To divide your property amicably, you will need to sit and have a conversation with your spouse. Focus on the big picture and not what went wrong in the marriage. Negotiate until you both agree on who should get what. If there are children involved, their needs should be prioritized. Even though you will try to settle things out of court, seeking the advice of a family lawyer will help to ensure everything is done correctly.

Put Your Cards on the Table:

Honesty is key in the division of property. Both parties must be prepared to disclose their assets, liabilities, income, tax returns and other financial information. In most marriages, one spouse has more knowledge of the household’s finances than the other. This is an opportunity to ensure both are on the same page. A good faith negotiation is a key to a respectful and dignified divorce.

Focus on the Children:

Usually, the parent who provides primary care for the children is allowed to stay in the marital home. You will likely want to maintain this type of arrangement to ensure stability. Make sure the children know that both parents love them and will continue to be there for them even though one will no longer be living in the same home. If the primary caregiver will require access to funding, this should also be considered.

Be respectful toward each other:

If there are no children involved, you should still at least follow the generally accepted legal route.

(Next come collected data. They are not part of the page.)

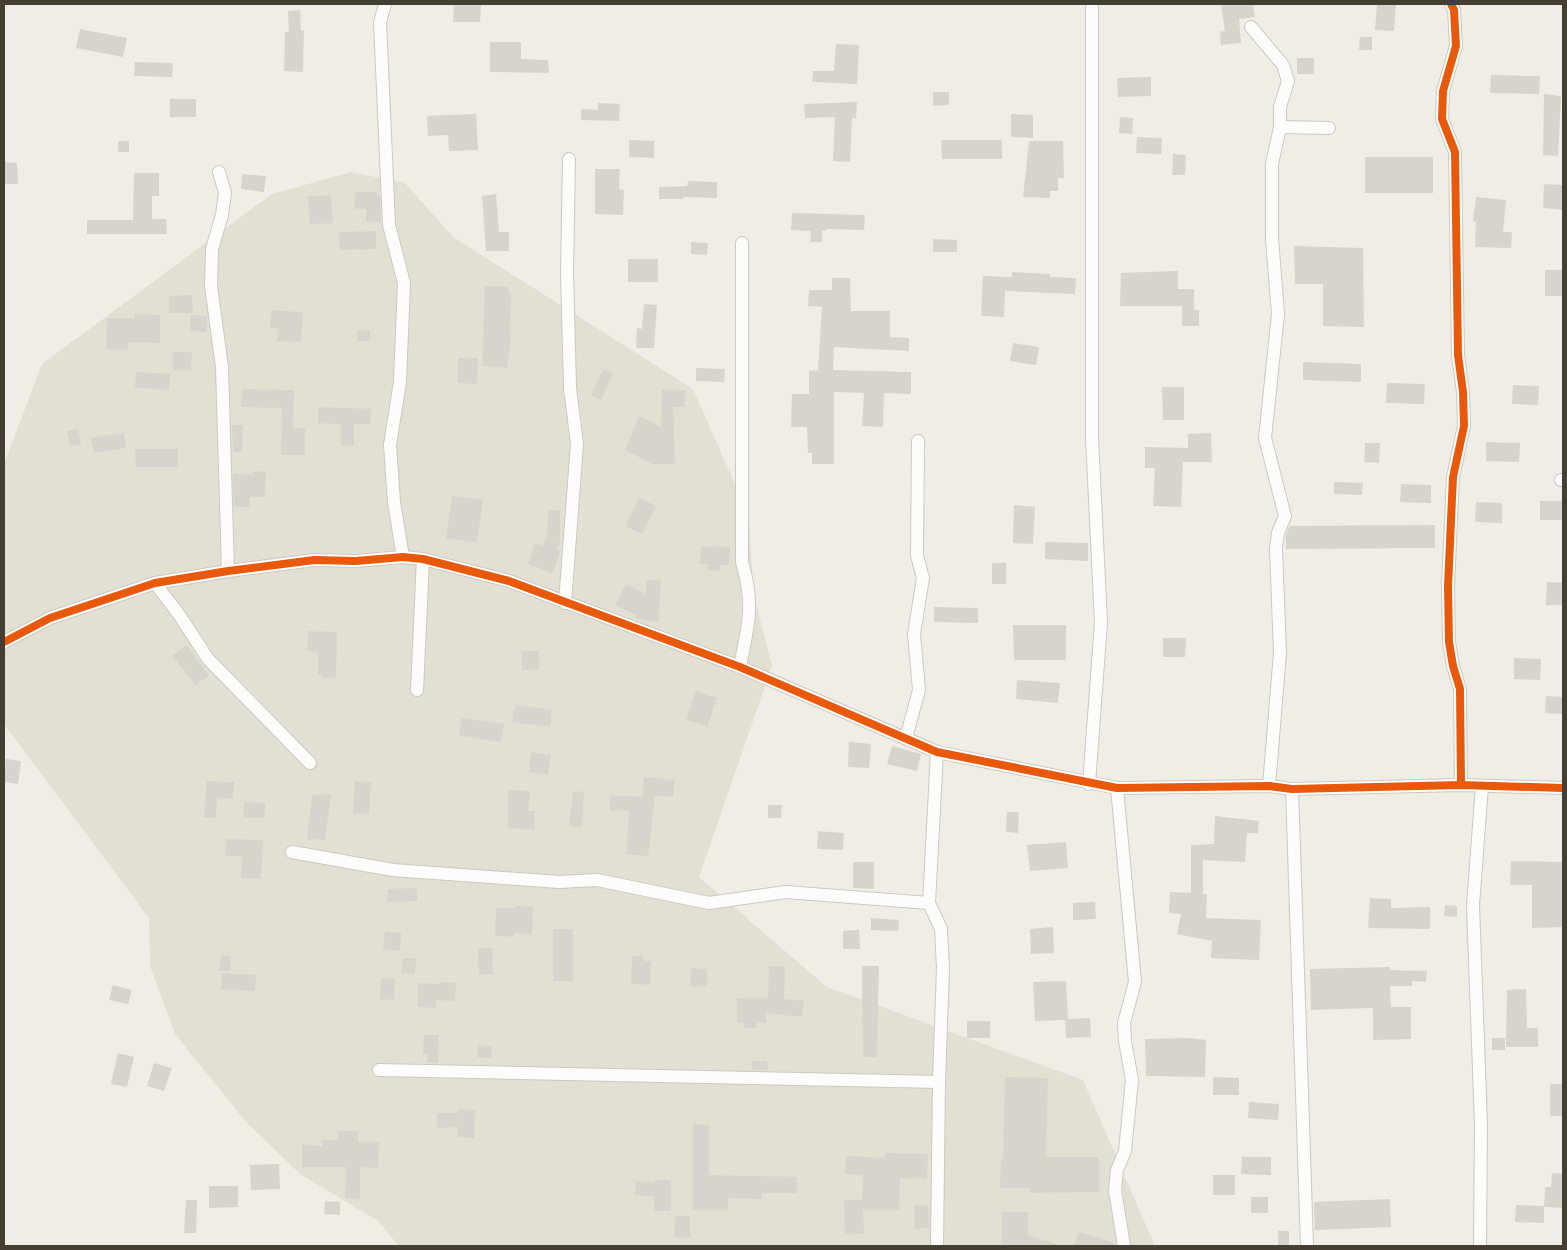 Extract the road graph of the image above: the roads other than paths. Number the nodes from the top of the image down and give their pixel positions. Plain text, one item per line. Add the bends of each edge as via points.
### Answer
1 (385, 4) edge
2 (1092, 4) edge
3 (1451, 4) edge
4 (1251, 27) dead end
5 (1280, 126) junction
6 (1329, 128) dead end
7 (569, 159) dead end
8 (219, 172) dead end
9 (742, 243) dead end
10 (918, 441) dead end
11 (403, 557) junction
12 (423, 559) junction
13 (228, 570) junction
14 (155, 583) junction
15 (564, 603) junction
16 (4, 642) edge
17 (740, 667) junction
18 (417, 690) dead end
19 (906, 738) junction
20 (937, 752) junction
21 (310, 763) dead end
22 (1089, 784) junction
23 (1461, 785) junction
24 (1268, 786) junction
25 (1482, 786) junction
26 (1117, 788) junction
27 (1563, 788) edge
28 (1292, 789) junction
29 (292, 852) dead end
30 (929, 902) junction
31 (379, 1070) dead end
32 (939, 1082) junction
33 (937, 1246) edge
34 (1124, 1246) edge
35 (1307, 1246) edge
36 (1480, 1246) edge

1 - 11 street via 380,22 389,225 404,283 400,382 390,445 394,502
2 - 22 street via 1092,438 1101,622
3 - 23 street via 1456,46 1443,91 1442,119 1455,152 1458,355 1464,426 1453,478 1448,586 1449,642 1460,689
4 - 5 street via 1286,71 1288,81 1280,106
5 - 6 street
5 - 24 street via 1272,164 1272,238 1278,314 1265,438 1285,516 1278,532 1276,549 1280,653
7 - 15 street via 568,321 570,388 577,444
8 - 13 street via 225,193 212,249 211,286 222,367
9 - 17 street via 742,562 750,588 751,610
10 - 19 street via 917,556 923,578 914,634 918,690
11 - 12 street
11 - 13 street via 356,562 314,560
12 - 15 street via 509,581
12 - 18 street
13 - 14 street
14 - 16 street via 50,618
14 - 21 street via 208,659
15 - 17 street
17 - 19 street
19 - 20 street
20 - 22 street
20 - 30 street
22 - 26 street
23 - 25 street
23 - 28 street
24 - 26 street
24 - 28 street
25 - 27 street
25 - 36 street via 1473,905 1481,1125
26 - 34 street via 1135,982 1124,1023 1124,1041 1132,1080 1125,1151 1117,1170 1115,1190
28 - 35 street
29 - 30 street via 394,870 559,882 597,880 709,903 786,892
30 - 32 street via 941,929 943,968
31 - 32 street
32 - 33 street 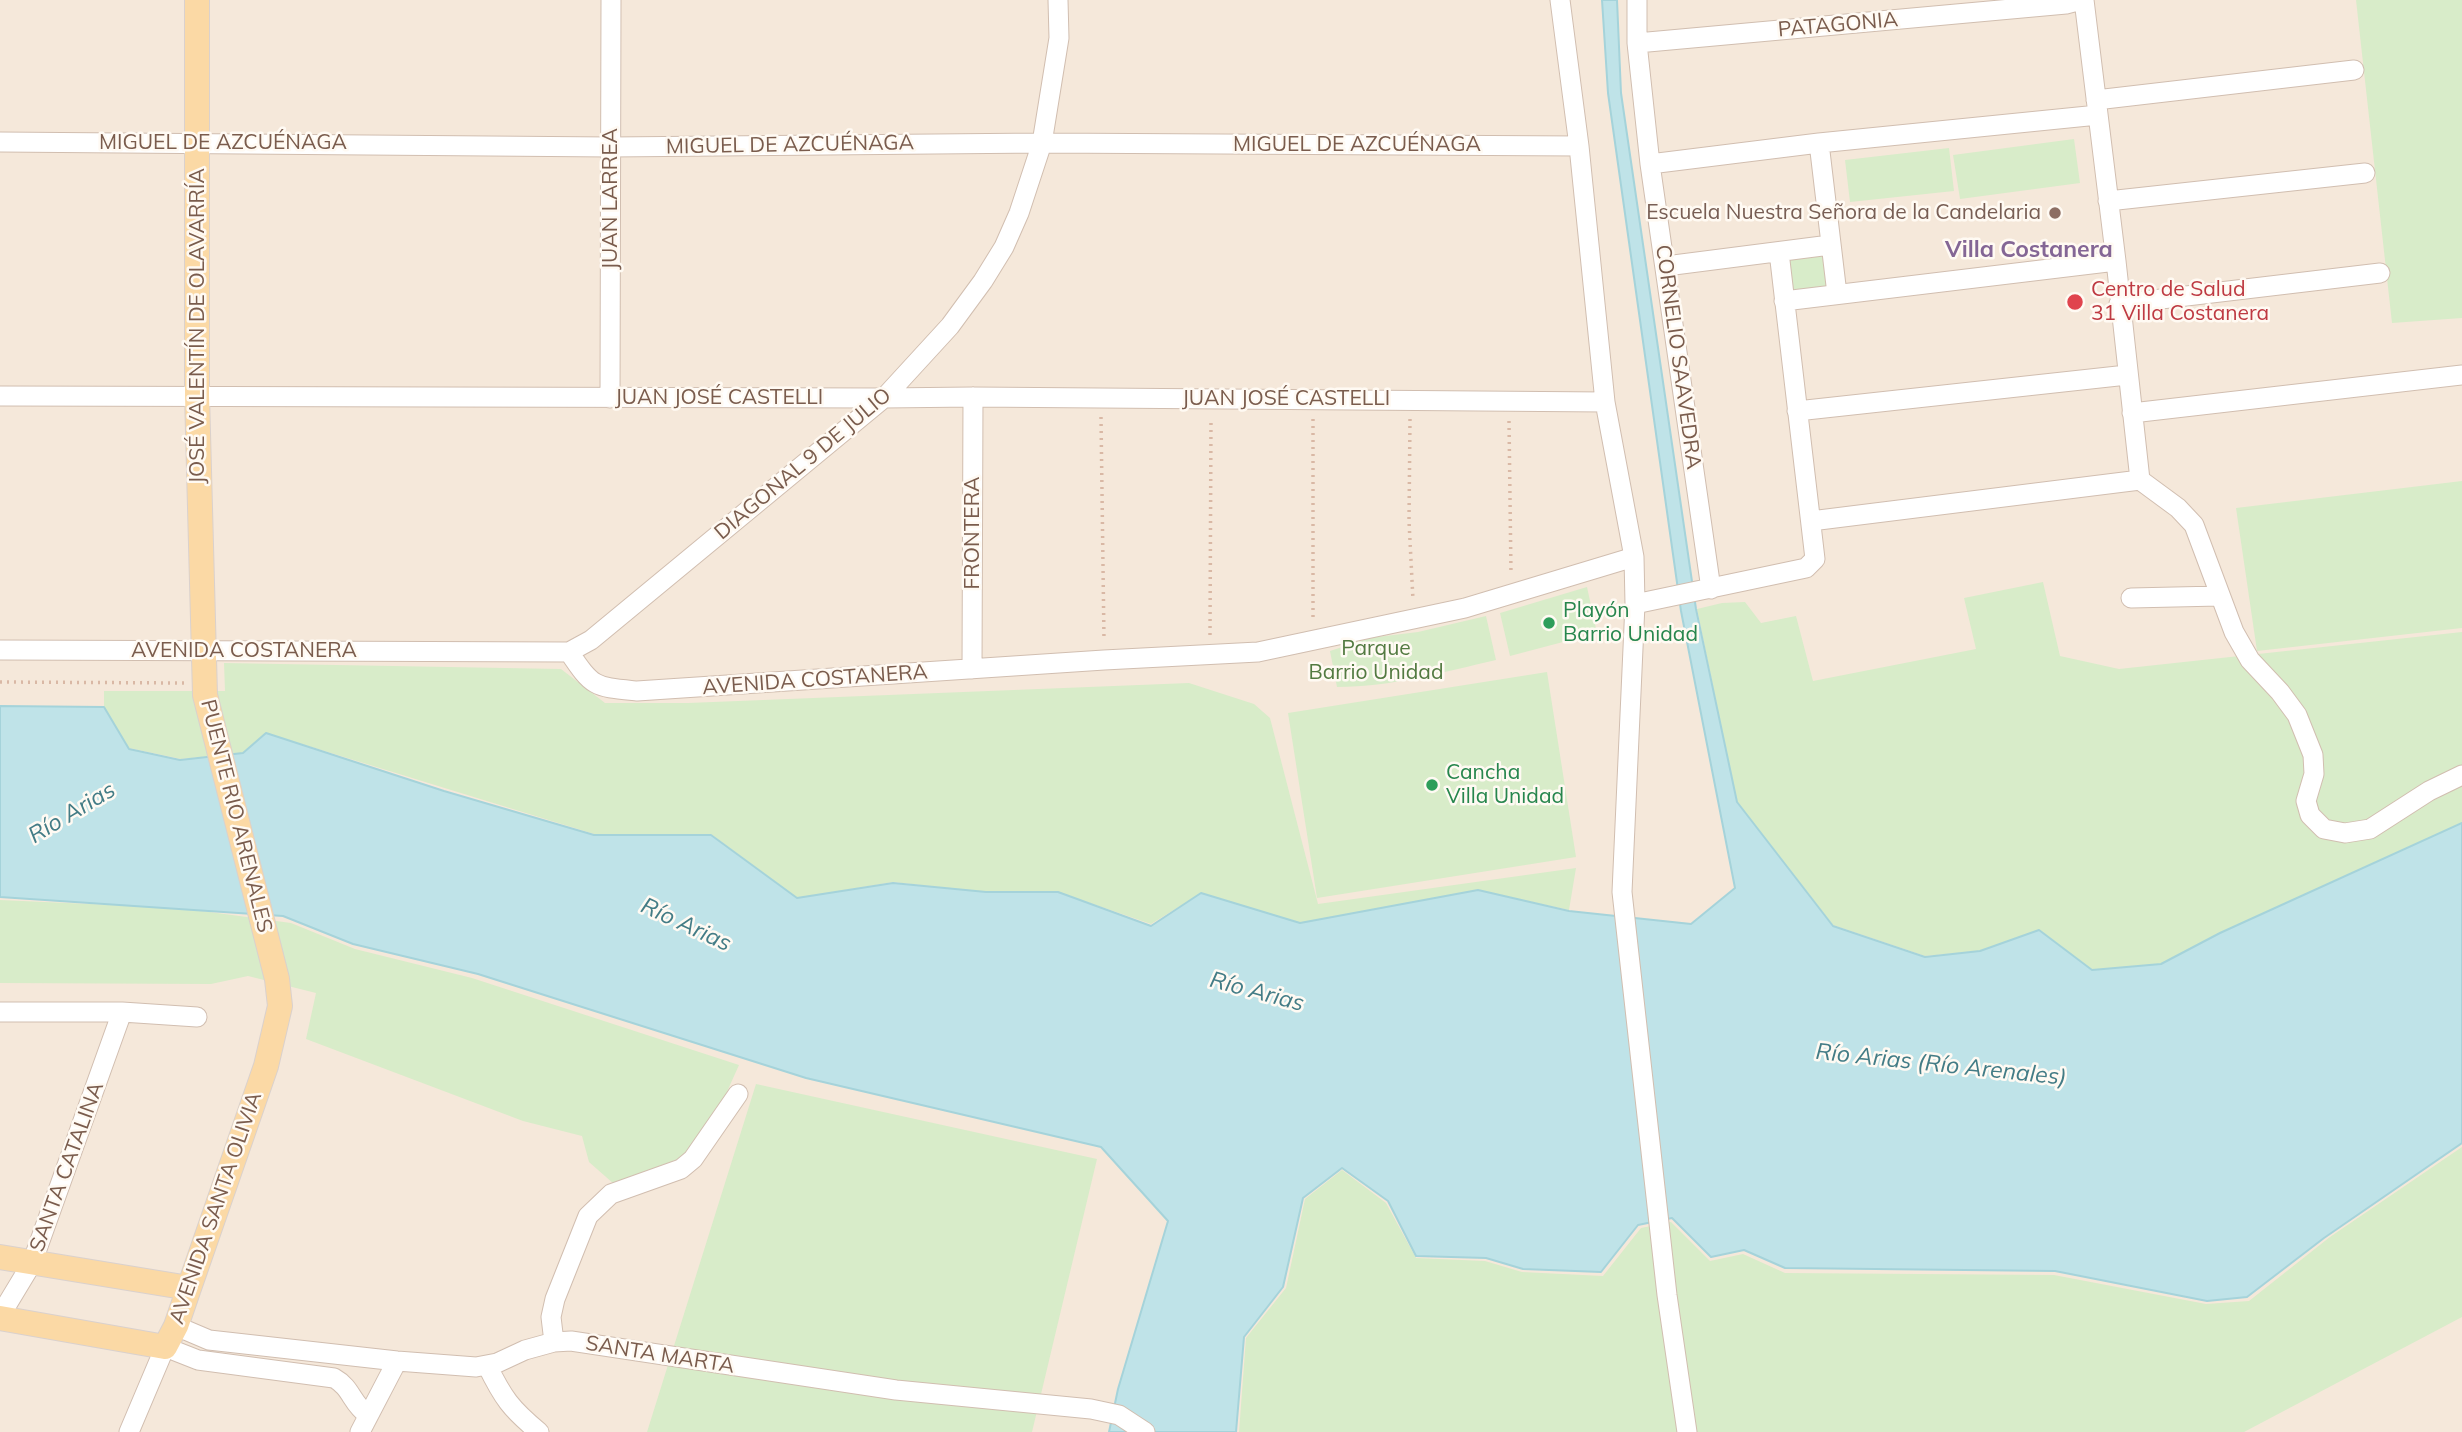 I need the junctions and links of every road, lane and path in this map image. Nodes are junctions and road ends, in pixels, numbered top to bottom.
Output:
1 (197, 0) edge
2 (611, 0) edge
3 (1058, 0) edge
4 (1560, 0) edge
5 (1637, 0) edge
6 (2082, 0) edge
7 (1637, 43) junction
8 (2354, 71) dead end
9 (2097, 107) junction
10 (0, 142) edge
11 (197, 143) junction
12 (1042, 143) junction
13 (1819, 143) junction
14 (1579, 146) junction
15 (611, 147) junction
16 (1650, 164) junction
17 (2365, 173) dead end
18 (2108, 201) junction
19 (1830, 245) junction
20 (1779, 252) junction
21 (2116, 261) junction
22 (1666, 266) junction
23 (2380, 273) dead end
24 (1837, 294) junction
25 (1784, 301) junction
26 (2119, 304) junction
27 (2127, 375) junction
28 (2462, 375) edge
29 (0, 396) edge
30 (197, 396) junction
31 (973, 397) junction
32 (610, 398) junction
33 (884, 398) junction
34 (1101, 398) junction
35 (1212, 399) junction
36 (1313, 400) junction
37 (1411, 400) junction
38 (1509, 401) junction
39 (1605, 402) junction
40 (1797, 411) junction
41 (2132, 413) junction
42 (2140, 481) junction
43 (1811, 521) junction
44 (1634, 557) junction
45 (1711, 589) junction
46 (1511, 594) junction
47 (2219, 596) junction
48 (2132, 598) dead end
49 (1635, 604) junction
50 (1414, 620) junction
51 (1313, 640) junction
52 (0, 650) edge
53 (203, 652) junction
54 (569, 652) junction
55 (1209, 655) junction
56 (1104, 660) junction
57 (972, 670) junction
58 (0, 682) edge
59 (205, 689) junction
60 (2462, 775) edge
61 (277, 979) joint
62 (0, 1012) edge
63 (122, 1012) junction
64 (197, 1017) dead end
65 (738, 1094) dead end
66 (0, 1258) edge
67 (32, 1263) junction
68 (189, 1288) junction
69 (0, 1317) edge
70 (170, 1336) junction
71 (554, 1342) junction
72 (397, 1361) junction
73 (487, 1365) junction
74 (364, 1424) edge
75 (129, 1432) edge
76 (539, 1432) edge
77 (1145, 1432) edge
78 (1687, 1432) edge

1 - 11 main road, JOSÉ VALENTÍN DE OLAVARRÍA
2 - 15 street, JUAN LARREA
3 - 12 street, DIAGONAL 9 DE JULIO
4 - 14 street
5 - 7 street, CORNELIO SAAVEDRA
6 - 7 street, PATAGONIA
6 - 9 street
7 - 16 street, CORNELIO SAAVEDRA
8 - 9 street
9 - 13 street
9 - 18 street
10 - 11 street, MIGUEL DE AZCUÉNAGA
11 - 15 street, MIGUEL DE AZCUÉNAGA
11 - 30 main road, JOSÉ VALENTÍN DE OLAVARRÍA
12 - 14 street, MIGUEL DE AZCUÉNAGA
12 - 15 street, MIGUEL DE AZCUÉNAGA
12 - 33 street, DIAGONAL 9 DE JULIO
13 - 16 street
13 - 19 street
14 - 39 street
15 - 32 street, JUAN LARREA
16 - 22 street, CORNELIO SAAVEDRA
17 - 18 street
18 - 21 street
19 - 20 street
19 - 24 street
20 - 22 street
20 - 25 street
21 - 24 street
21 - 26 street
22 - 45 street, CORNELIO SAAVEDRA
23 - 26 street
24 - 25 street
25 - 40 street
26 - 27 street
27 - 40 street
27 - 41 street
28 - 41 street
29 - 30 street, JUAN JOSÉ CASTELLI
30 - 32 street, JUAN JOSÉ CASTELLI
30 - 53 main road, JOSÉ VALENTÍN DE OLAVARRÍA
31 - 33 street, JUAN JOSÉ CASTELLI
31 - 34 street, JUAN JOSÉ CASTELLI
31 - 57 street, FRONTERA
32 - 33 street, JUAN JOSÉ CASTELLI
33 - 54 street, DIAGONAL 9 DE JULIO
34 - 35 street, JUAN JOSÉ CASTELLI
34 - 56 path
35 - 36 street, JUAN JOSÉ CASTELLI
35 - 55 path
36 - 37 street, JUAN JOSÉ CASTELLI
36 - 51 path
37 - 38 street, JUAN JOSÉ CASTELLI
37 - 50 path
38 - 39 street, JUAN JOSÉ CASTELLI
38 - 46 path
39 - 44 street
40 - 43 street
41 - 42 street
42 - 43 street
42 - 47 street
43 - 45 street
44 - 46 street, AVENIDA COSTANERA
44 - 49 street
45 - 49 street
46 - 50 street, AVENIDA COSTANERA
47 - 48 street
47 - 60 street
49 - 78 street
50 - 51 street, AVENIDA COSTANERA
51 - 55 street, AVENIDA COSTANERA
52 - 53 street, AVENIDA COSTANERA
53 - 54 street, AVENIDA COSTANERA
53 - 59 main road, PUENTE RIO ARENALES
54 - 57 street, AVENIDA COSTANERA
55 - 56 street, AVENIDA COSTANERA
56 - 57 street, AVENIDA COSTANERA
58 - 59 path
59 - 61 main road, PUENTE RIO ARENALES
61 - 68 main road, AVENIDA SANTA OLIVIA
62 - 63 street
63 - 64 street
63 - 67 street, SANTA CATALINA
65 - 71 street
66 - 67 main road
67 - 68 main road
67 - 69 street, SANTA CATALINA
68 - 70 main road, AVENIDA SANTA OLIVIA
69 - 70 main road, SANTA MARTA
70 - 72 street, SANTA MARTA
70 - 74 street
70 - 75 street, AVENIDA SANTA OLIVIA
71 - 73 street, SANTA MARTA
71 - 77 street, SANTA MARTA
72 - 73 street, SANTA MARTA
72 - 74 street
73 - 76 street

This will depend on which province you live in. Generally, any property a spouse acquires during the marriage and still has when they separate must be equally divided. Property owned prior to marriage belongs to the individual but any increases in value must be split. This applies to all assets except the matrimonial home. Both spouses have an equal right to remain in this home so you will need to come to a decision which suits both parties.

If your spouse has no income and will need time to get back on their feet, spousal support payments will be in order.  This will allow them time to find a job and a place to stay or get the education and training they need to find gainful employment. Since you have both laid all your cards on the table, you should seek to ensure your spouse is provided for.

Divorces don’t have to be acrimonious. If both parties want things to go as easily as possible, they can work toward an amicable split. Even the usually contentious division of assets can be made to go smoothly. If you’re both respectful and fair toward each other, you can reduce the stress that is often part of the process.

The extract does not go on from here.